Accurate Determination of the Degree of Deacetylation of Chitosan Using UPLC-MS/MS

Abstract

The mole fraction of deacetylated monomeric units in chitosan (CS) molecules is referred to as CS's degree of deacetylation (DD). In this study, 35 characteristic ions of CS were detected using liquid chromatography-electrospray ionization-mass spectrometry (LC-ESI-MS/MS). The relative response intensity of 35 characteristic ion pairs using a single charge in nine CS samples with varying DDs was analyzed using 30 analytical methods. There was a good linear relationship between the relative response intensity of the characteristic ion pairs determined using ultrahigh performance (UP) LC-MS/MS and the DD of CS. The UPLC-MS/MS method for determining the DD of CS was unaffected by the sample concentration. The detection instrument has a wide range of application parameters with different voltages, high temperatures, and gas flow conditions. This study established a detection method for the DD of CS with high sensitivity, fast analysis, accuracy, stability, and durability.

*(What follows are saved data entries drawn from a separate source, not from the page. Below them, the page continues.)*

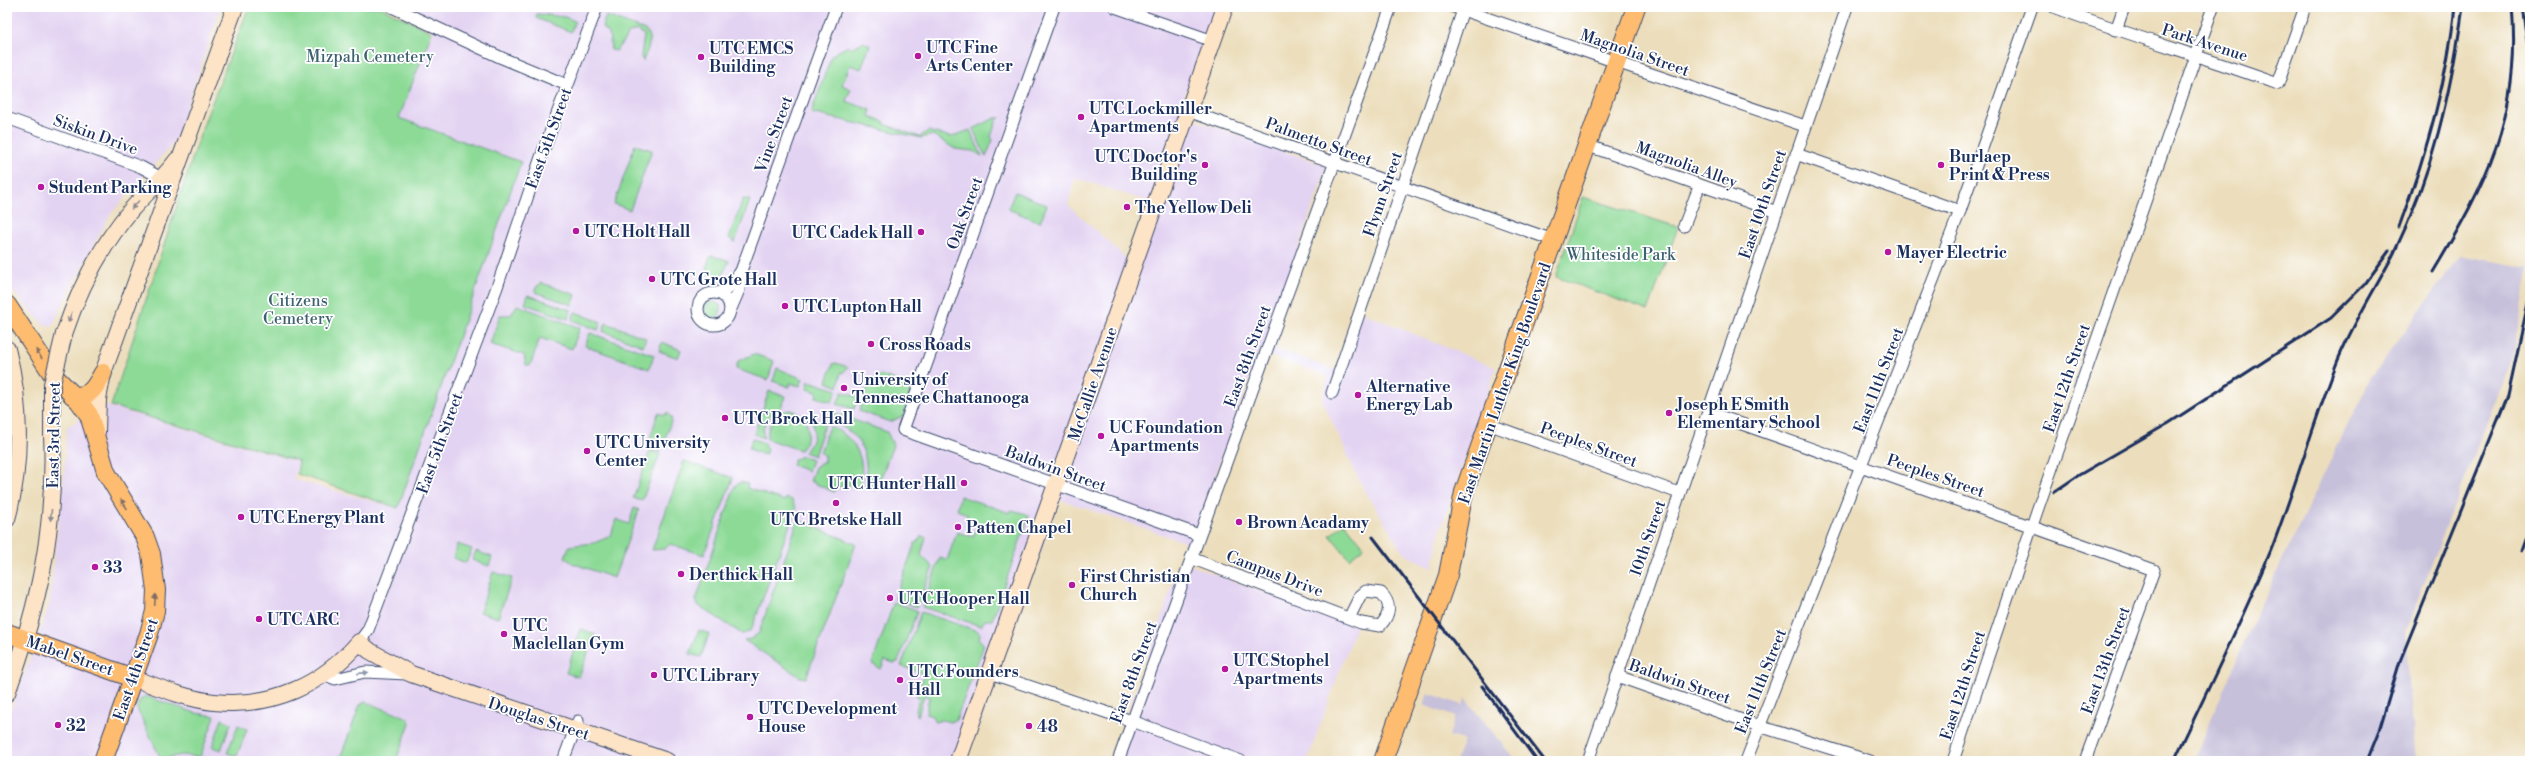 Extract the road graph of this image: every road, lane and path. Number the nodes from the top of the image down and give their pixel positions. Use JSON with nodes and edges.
{"nodes":[{"id":1,"x":235,"y":7,"type":"edge"},
{"id":2,"x":392,"y":7,"type":"edge"},
{"id":3,"x":597,"y":7,"type":"edge"},
{"id":4,"x":836,"y":7,"type":"edge"},
{"id":5,"x":1054,"y":7,"type":"edge"},
{"id":6,"x":1115,"y":7,"type":"edge"},
{"id":7,"x":1225,"y":7,"type":"edge"},
{"id":8,"x":1391,"y":7,"type":"edge"},
{"id":9,"x":1636,"y":7,"type":"edge"},
{"id":10,"x":1847,"y":7,"type":"edge"},
{"id":11,"x":2032,"y":7,"type":"edge"},
{"id":12,"x":2054,"y":7,"type":"edge"},
{"id":13,"x":2124,"y":7,"type":"edge"},
{"id":14,"x":2213,"y":7,"type":"edge"},
{"id":15,"x":2305,"y":7,"type":"edge"},
{"id":16,"x":1460,"y":8,"type":"edge"},
{"id":17,"x":2116,"y":30,"type":"junction"},
{"id":18,"x":1213,"y":41,"type":"junction"},
{"id":19,"x":2197,"y":54,"type":"junction"},
{"id":20,"x":1615,"y":62,"type":"junction"},
{"id":21,"x":567,"y":85,"type":"junction"},
{"id":22,"x":1188,"y":111,"type":"junction"},
{"id":23,"x":7,"y":118,"type":"edge"},
{"id":24,"x":1805,"y":126,"type":"junction"},
{"id":25,"x":1586,"y":145,"type":"junction"},
{"id":26,"x":1796,"y":154,"type":"junction"},
{"id":27,"x":1333,"y":163,"type":"junction"},
{"id":28,"x":167,"y":181,"type":"junction"},
{"id":29,"x":1401,"y":187,"type":"junction"},
{"id":30,"x":1699,"y":187,"type":"junction"},
{"id":31,"x":1960,"y":211,"type":"junction"},
{"id":32,"x":1777,"y":212,"type":"junction"},
{"id":33,"x":1684,"y":226,"type":"dead end"},
{"id":34,"x":1553,"y":240,"type":"junction"},
{"id":35,"x":741,"y":271,"type":"junction"},
{"id":36,"x":718,"y":294,"type":"junction"},
{"id":37,"x":7,"y":305,"type":"edge"},
{"id":38,"x":729,"y":314,"type":"junction"},
{"id":39,"x":7,"y":349,"type":"edge"},
{"id":40,"x":103,"y":373,"type":"junction"},
{"id":41,"x":1332,"y":393,"type":"dead end"},
{"id":42,"x":72,"y":395,"type":"junction"},
{"id":43,"x":1708,"y":412,"type":"junction"},
{"id":44,"x":1488,"y":424,"type":"junction"},
{"id":45,"x":903,"y":430,"type":"joint"},
{"id":46,"x":101,"y":459,"type":"junction"},
{"id":47,"x":1862,"y":466,"type":"junction"},
{"id":48,"x":1056,"y":485,"type":"junction"},
{"id":49,"x":1679,"y":493,"type":"junction"},
{"id":50,"x":7,"y":519,"type":"edge"},
{"id":51,"x":2032,"y":526,"type":"junction"},
{"id":52,"x":1199,"y":535,"type":"junction"},
{"id":53,"x":1191,"y":558,"type":"junction"},
{"id":54,"x":2154,"y":570,"type":"joint"},
{"id":55,"x":1349,"y":618,"type":"dead end"},
{"id":56,"x":7,"y":633,"type":"edge"},
{"id":57,"x":26,"y":640,"type":"junction"},
{"id":58,"x":359,"y":642,"type":"junction"},
{"id":59,"x":990,"y":673,"type":"junction"},
{"id":60,"x":411,"y":674,"type":"junction"},
{"id":61,"x":325,"y":675,"type":"junction"},
{"id":62,"x":1617,"y":676,"type":"junction"},
{"id":63,"x":133,"y":678,"type":"junction"},
{"id":64,"x":7,"y":693,"type":"edge"},
{"id":65,"x":1132,"y":721,"type":"junction"},
{"id":66,"x":576,"y":725,"type":"junction"},
{"id":67,"x":1759,"y":726,"type":"junction"},
{"id":68,"x":103,"y":761,"type":"edge"},
{"id":69,"x":564,"y":761,"type":"edge"},
{"id":70,"x":667,"y":761,"type":"edge"},
{"id":71,"x":958,"y":761,"type":"edge"},
{"id":72,"x":1118,"y":761,"type":"edge"},
{"id":73,"x":1241,"y":761,"type":"edge"},
{"id":74,"x":1383,"y":761,"type":"edge"},
{"id":75,"x":1588,"y":761,"type":"edge"},
{"id":76,"x":1746,"y":761,"type":"edge"},
{"id":77,"x":1870,"y":761,"type":"edge"},
{"id":78,"x":1953,"y":761,"type":"edge"},
{"id":79,"x":2085,"y":761,"type":"edge"}],
"edges":[{"from":1,"to":28,"type":"main road","name":"East 3rd Street"},
{"from":2,"to":21,"type":"street"},
{"from":3,"to":21,"type":"street","name":"East 5th Street"},
{"from":4,"to":35,"type":"street","name":"Vine Street"},
{"from":5,"to":45,"type":"street","name":"Oak Street"},
{"from":6,"to":18,"type":"street"},
{"from":7,"to":18,"type":"main road","name":"McCallie Avenue"},
{"from":8,"to":27,"type":"street","name":"East 8th Street"},
{"from":9,"to":20,"type":"main road","name":"East Martin Luther King Boulevard"},
{"from":10,"to":24,"type":"street","name":"East 10th Street"},
{"from":11,"to":31,"type":"street","name":"East 11th Street"},
{"from":12,"to":17,"type":"street","name":"Park Avenue"},
{"from":13,"to":17,"type":"street"},
{"from":14,"to":19,"type":"street","name":"East 12th Street"},
{"from":15,"to":19,"type":"street","name":"Park Avenue"},
{"from":16,"to":20,"type":"street","name":"Magnolia Street"},
{"from":16,"to":29,"type":"street","name":"Flynn Street"},
{"from":17,"to":19,"type":"street","name":"Park Avenue"},
{"from":18,"to":22,"type":"main road","name":"McCallie Avenue"},
{"from":19,"to":51,"type":"street","name":"East 12th Street"},
{"from":20,"to":24,"type":"street","name":"Magnolia Street"},
{"from":20,"to":25,"type":"main road","name":"East Martin Luther King Boulevard"},
{"from":21,"to":58,"type":"street","name":"East 5th Street"},
{"from":22,"to":27,"type":"street","name":"Palmetto Street"},
{"from":22,"to":48,"type":"main road","name":"McCallie Avenue"},
{"from":23,"to":28,"type":"street","name":"Siskin Drive"},
{"from":24,"to":26,"type":"street","name":"East 10th Street"},
{"from":25,"to":30,"type":"street","name":"Magnolia Alley"},
{"from":25,"to":34,"type":"main road","name":"East Martin Luther King Boulevard"},
{"from":26,"to":31,"type":"street"},
{"from":26,"to":32,"type":"street","name":"East 10th Street"},
{"from":27,"to":29,"type":"street","name":"Palmetto Street"},
{"from":27,"to":52,"type":"street","name":"East 8th Street"},
{"from":28,"to":40,"type":"main road","name":"East 3rd Street"},
{"from":28,"to":57,"type":"main road","name":"East 3rd Street","one_way":true,"bridge":true},
{"from":29,"to":34,"type":"street","name":"Palmetto Street"},
{"from":29,"to":41,"type":"street","name":"Flynn Street"},
{"from":30,"to":32,"type":"street","name":"Magnolia Alley"},
{"from":30,"to":33,"type":"street"},
{"from":31,"to":47,"type":"street","name":"East 11th Street"},
{"from":32,"to":43,"type":"street","name":"East 10th Street"},
{"from":34,"to":44,"type":"main road","name":"East Martin Luther King Boulevard"},
{"from":35,"to":36,"type":"street","name":"Vine Street"},
{"from":35,"to":38,"type":"street","name":"Vine Street"},
{"from":36,"to":38,"type":"street"},
{"from":36,"to":38,"type":"street","name":"Vine Street"},
{"from":42,"to":37,"type":"main road","one_way":true},
{"from":39,"to":50,"type":"main road"},
{"from":40,"to":42,"type":"main road"},
{"from":40,"to":46,"type":"main road","name":"East 4th Street"},
{"from":42,"to":46,"type":"main road"},
{"from":43,"to":47,"type":"street","name":"Peeples Street"},
{"from":43,"to":49,"type":"street","name":"10th Street"},
{"from":44,"to":49,"type":"street","name":"Peeples Street"},
{"from":44,"to":74,"type":"main road","name":"East Martin Luther King Boulevard"},
{"from":45,"to":48,"type":"street","name":"Baldwin Street"},
{"from":63,"to":46,"type":"main road","name":"East 4th Street","one_way":true},
{"from":47,"to":51,"type":"street","name":"Peeples Street"},
{"from":47,"to":67,"type":"street","name":"East 11th Street"},
{"from":48,"to":52,"type":"street","name":"Baldwin Street"},
{"from":48,"to":59,"type":"main road","name":"McCallie Avenue"},
{"from":49,"to":62,"type":"street","name":"10th Street"},
{"from":51,"to":54,"type":"street","name":"Peeples Street"},
{"from":51,"to":78,"type":"street","name":"East 12th Street"},
{"from":52,"to":53,"type":"street","name":"East 8th Street"},
{"from":53,"to":55,"type":"street","name":"Campus Drive"},
{"from":53,"to":65,"type":"street","name":"East 8th Street"},
{"from":54,"to":79,"type":"street","name":"East 13th Street"},
{"from":56,"to":57,"type":"main road","name":"Mabel Street"},
{"from":57,"to":63,"type":"main road","name":"Mabel Street"},
{"from":57,"to":64,"type":"main road","name":"East 3rd Street"},
{"from":58,"to":60,"type":"main road","name":"Douglas Street"},
{"from":58,"to":61,"type":"main road","name":"East 5th Street"},
{"from":59,"to":65,"type":"street"},
{"from":59,"to":71,"type":"main road","name":"McCallie Avenue"},
{"from":61,"to":60,"type":"street","name":"Douglas Street","one_way":true},
{"from":60,"to":66,"type":"main road","name":"Douglas Street"},
{"from":61,"to":63,"type":"main road","name":"East 5th Street"},
{"from":62,"to":67,"type":"street","name":"Baldwin Street"},
{"from":62,"to":75,"type":"street"},
{"from":63,"to":68,"type":"main road","name":"East 4th Street"},
{"from":65,"to":72,"type":"street","name":"East 8th Street"},
{"from":65,"to":73,"type":"street"},
{"from":66,"to":69,"type":"street"},
{"from":66,"to":70,"type":"main road","name":"Douglas Street"},
{"from":67,"to":76,"type":"street","name":"East 11th Street"},
{"from":67,"to":77,"type":"street","name":"Baldwin Street"}]}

Keywords: UPLC–MS/MS; chitosan; degree of deacetylation determination; relative response intensity of the characteristic peak.

Figure 1

Time-of-flight (TOF) mass spectral feature map. (a) Blank, (b) CS500-70, (c) CS500-78, and (d) CS600-90.

Figure 2

(a–h) Relationship among the ion intensity, degree of deacetylation (DD), and molecular weight (Mw) of chitosan (CS). (i) Ion response intensity and relative abundance of each polysome in different CSs. (j) Polysome combination by D and A; the relative abundance between the polysomes of the degree of polymerization (DP) 1–7 tended to be constant, i.e., DP 1:DP 2:DP 3:DP 4:DP 5:DP 6:DP 7 were relatively stable, with possible forms of D and A; D₂A₀, D₁A₁, and D₀A₂; D₃A₀, D₂A₁, D₁A₂, and D₀A₃; D₄A₀, D₃A₁, D₂A₂, D₁A₃, and D₀A₄; D₅A₀, D₄A₁, D₃A₂, D₂A₃, D₁A₄, and D₀A₅; D₆A₀, D₅A₁, D₄A₂, D₃A₃, D₂A₄, D₁A₅, and D₀A₆; and D₇A₀, D₆A₁, D₅A₂, D₄A₃, D₃A₄, D₂A₅, D₁A₆, and D₀A₇, respectively. The overall response of each DP is the addition of the response intensities of all possible monomeric unit forms of the DP. (k,l) Response intensity and precision results of nine CSs in detecting 35 characteristic ion pairs.

Figure 3

Correlation between the degree of deacetylation (DD) and relative response intensity (RRI). (a) DP 1, (b) 2, (c) 3, (d) 4, (e) 5, (f) 6, and (g) 7. (h) The relative errors (RE) between the degree of deacetylation (DD) of chitosan calculated using the established standard curve and that measured using ¹H NMR. The area between the grey dashed lines illustrates RE ± 2.5%. (i) RRI precision of the characteristic ion pairs of chitosan.

Figure 4

Relative response intensity (RRI) of CS 500-78, CS 200-87, and CS 300-95 with different concentrations in the range of 500–4000 ng/mL.

Figure 5

(a–c). Response intensity of 27 of the 35 characteristic ion pairs detected of CS200-87 under different mass spectrometry parameter conditions. (d) Relationship between Relative response intensity (RRI) and each capillary voltage from 200 to 5000 V; (e) desolvation temperature, 300–400 °C; (f) desolvation gas flow, 600–700 L/h; cone gas flow, 150–250 L/h, and nebulizer gas flow, 5.5–6.5 bar.